Fue a negarse, pero no pudo. Dócil, hizo la que él le mandaba.

—Olvídate de Eloy —pidió él, más exigente aún—. Olvídate de todo y piensa que has despertado a la vida en este instante... Piensa asimismo que estás en el Paraíso, que yo soy Adán, y tú eres la Eva tentadora.

Estaba de nuevo sentado a su lado y la cerraba contra sí. Empezaba a besarla. Y eran aquellos besos, no como los besos deslumbrantes de Eloy, sino de un hombre que no saciaba jamás. Un hombre que empezaba a hormiguear en sus entrañas, le palpitaba en los pulsos y las sienes, y se perdía en su boca con desgarradora ansiedad.

Era un hombre nuevo cada día, y a veces más desconocido cada minuto transcurrido. París, Londres, Roma... Nunca olvidaría aquellos días. ¿Eloy? ¡Oh, no! Tenía razón Daniel.

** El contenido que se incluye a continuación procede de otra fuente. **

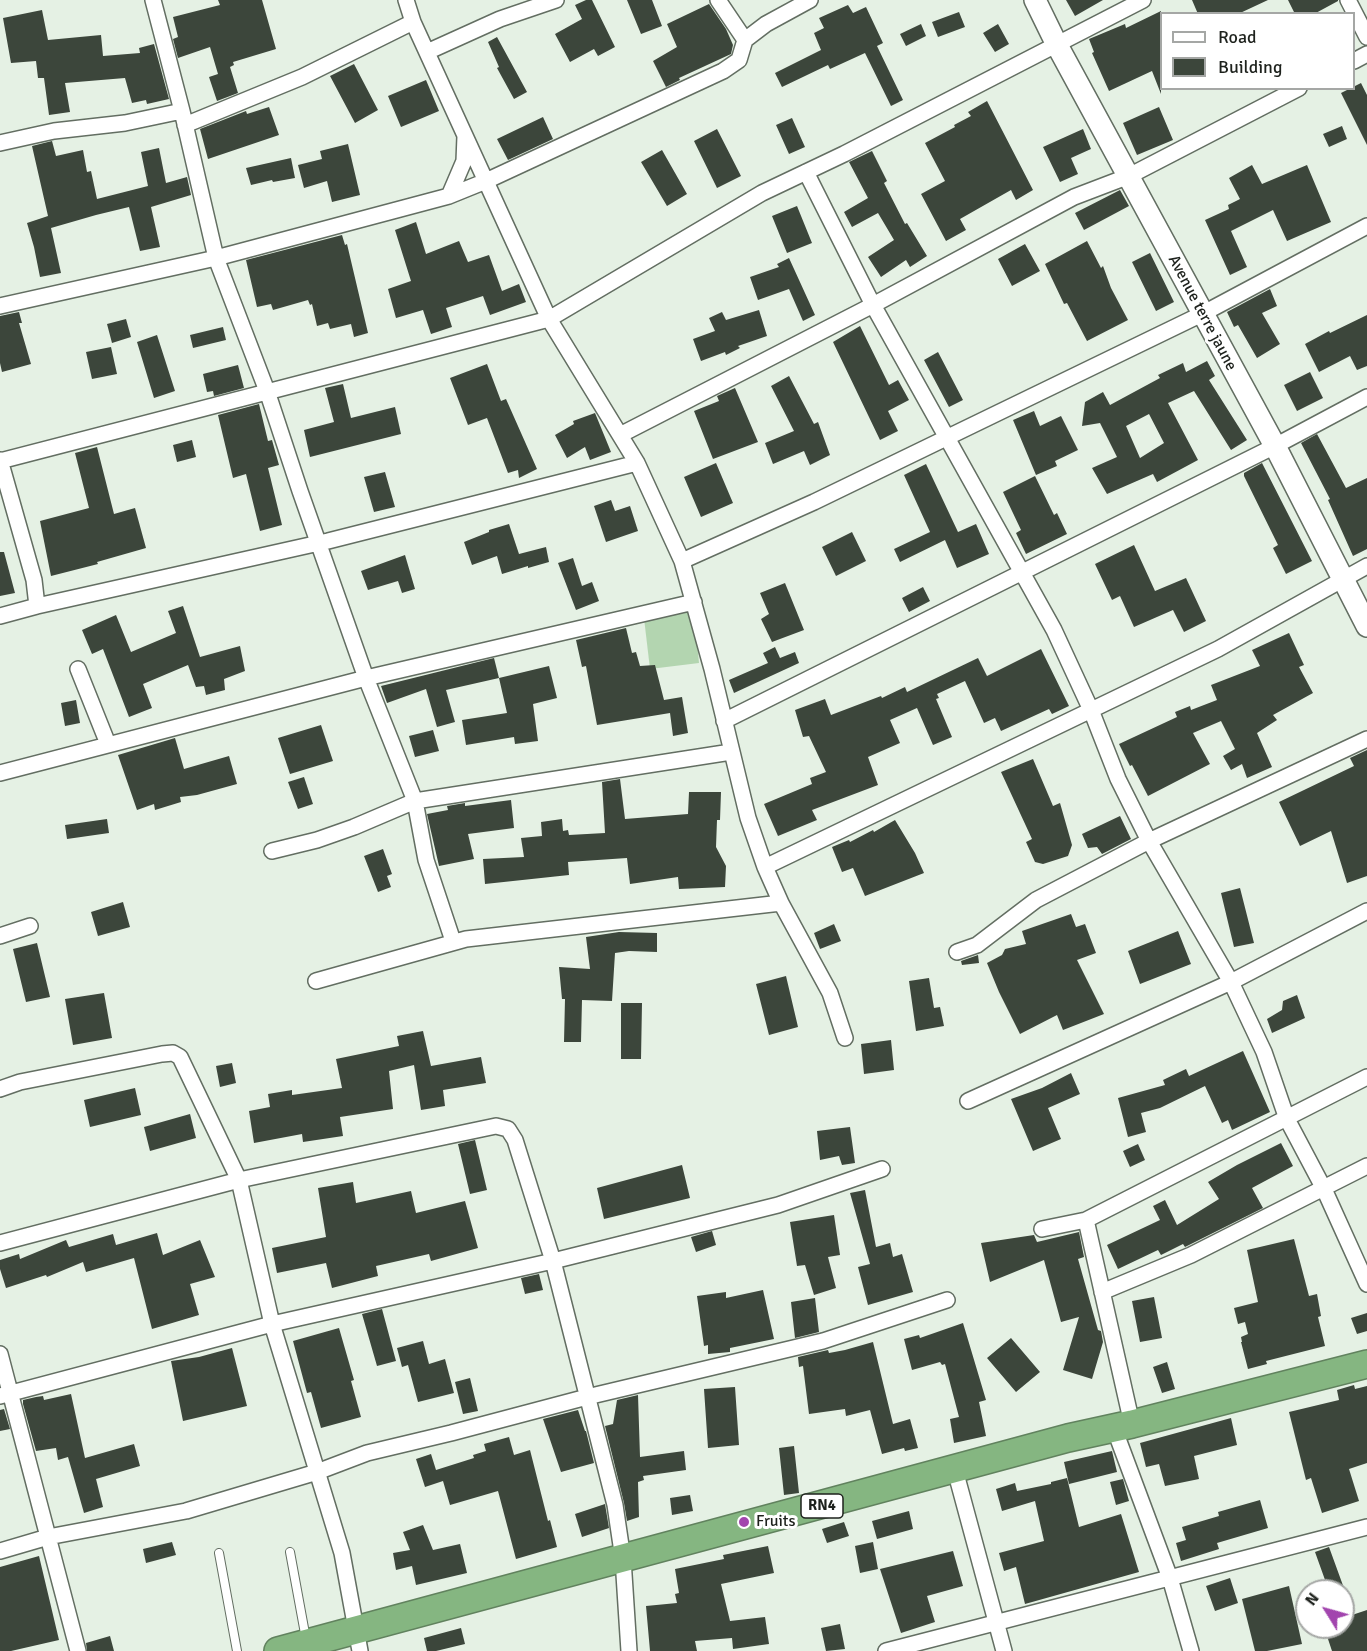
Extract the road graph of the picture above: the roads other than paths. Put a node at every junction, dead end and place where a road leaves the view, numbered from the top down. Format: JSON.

Eloy había sido para ella el adolescente divertido, el compañero que nunca llegó a su temperamento, que pasó por su vida como un soplo indefinido. Daniel era el hombre, el maestro, el amante magnífico y enigmático, con el cual vivía en la mayor intimidad, y al cual conocía menos cada día.

Una semana, dos, un mes... Estaba dominada, Una personalidad infinitamente más fuerte que la suya la vencía. Y de mujer consecuente se convirtió a su lado en una criatura, y a él eso parecía regocijarlo. Muchas veces decía:

—El hombre nunca puede amar a una mujer superior a él. Tú eres como una gatita.

Pero nunca le decía que la amaba. Tomaba de ella lo que quería y exigía otro tanto, pero en su lenguaje no imperaban las frases amorosas, empalagosas, que Eloy usaba a raíz de su matrimonio. Cuando Daniel decía “vida mía (¡tan pocas veces!), tenía para ella más valor que si le conjugara el verbo entero durante una mañana primaveral. No lo decía, pero se había convertido en una sensiblera sentimental y romántica. Y un concierto la hacía llorar y una función dramática la sugestionaba hasta el punto de enternecerla como a una colegiala. El no lo sabía. 0 al menos ella no lo decía nunca.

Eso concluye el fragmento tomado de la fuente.